[Records contained in a dataset]
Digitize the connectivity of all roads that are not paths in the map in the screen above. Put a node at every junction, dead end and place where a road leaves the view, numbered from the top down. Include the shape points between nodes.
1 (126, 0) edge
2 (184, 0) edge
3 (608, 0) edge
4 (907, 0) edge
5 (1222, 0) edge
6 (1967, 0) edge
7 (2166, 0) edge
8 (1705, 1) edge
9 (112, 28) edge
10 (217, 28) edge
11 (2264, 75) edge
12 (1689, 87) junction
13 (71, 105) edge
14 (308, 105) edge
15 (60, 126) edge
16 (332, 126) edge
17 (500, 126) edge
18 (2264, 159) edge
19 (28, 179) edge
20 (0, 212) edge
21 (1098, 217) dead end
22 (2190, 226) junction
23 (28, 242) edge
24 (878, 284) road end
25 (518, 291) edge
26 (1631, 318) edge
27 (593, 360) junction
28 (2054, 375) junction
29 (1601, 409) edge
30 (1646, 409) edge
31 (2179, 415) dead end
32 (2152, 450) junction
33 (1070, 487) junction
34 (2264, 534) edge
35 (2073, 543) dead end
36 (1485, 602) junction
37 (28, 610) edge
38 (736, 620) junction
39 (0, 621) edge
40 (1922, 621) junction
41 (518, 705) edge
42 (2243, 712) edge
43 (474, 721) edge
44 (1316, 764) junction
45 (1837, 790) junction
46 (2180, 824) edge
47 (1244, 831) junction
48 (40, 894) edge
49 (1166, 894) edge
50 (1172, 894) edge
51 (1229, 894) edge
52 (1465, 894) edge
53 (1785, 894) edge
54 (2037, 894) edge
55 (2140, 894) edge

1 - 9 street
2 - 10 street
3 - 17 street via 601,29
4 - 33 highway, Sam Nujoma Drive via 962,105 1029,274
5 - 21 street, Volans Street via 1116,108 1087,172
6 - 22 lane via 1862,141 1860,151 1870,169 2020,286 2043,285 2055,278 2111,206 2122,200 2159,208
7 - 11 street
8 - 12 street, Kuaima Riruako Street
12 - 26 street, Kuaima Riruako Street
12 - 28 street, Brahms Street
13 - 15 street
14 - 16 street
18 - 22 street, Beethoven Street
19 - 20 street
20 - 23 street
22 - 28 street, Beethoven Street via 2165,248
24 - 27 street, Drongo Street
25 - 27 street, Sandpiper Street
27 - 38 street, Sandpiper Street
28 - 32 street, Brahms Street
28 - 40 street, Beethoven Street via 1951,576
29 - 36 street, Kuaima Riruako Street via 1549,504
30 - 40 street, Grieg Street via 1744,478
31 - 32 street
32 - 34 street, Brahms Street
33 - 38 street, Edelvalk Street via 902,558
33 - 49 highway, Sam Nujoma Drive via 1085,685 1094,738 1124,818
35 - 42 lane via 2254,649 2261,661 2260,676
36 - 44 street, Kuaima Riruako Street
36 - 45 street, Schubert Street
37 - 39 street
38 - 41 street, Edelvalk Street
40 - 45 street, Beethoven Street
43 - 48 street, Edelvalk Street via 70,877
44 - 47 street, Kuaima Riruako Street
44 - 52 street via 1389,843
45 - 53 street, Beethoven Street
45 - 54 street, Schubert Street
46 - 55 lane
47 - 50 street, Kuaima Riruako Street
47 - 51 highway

What you are asked to do:
How many lines of the data contain the word "Beethoven"? Answer with the number alone.

Reply:
5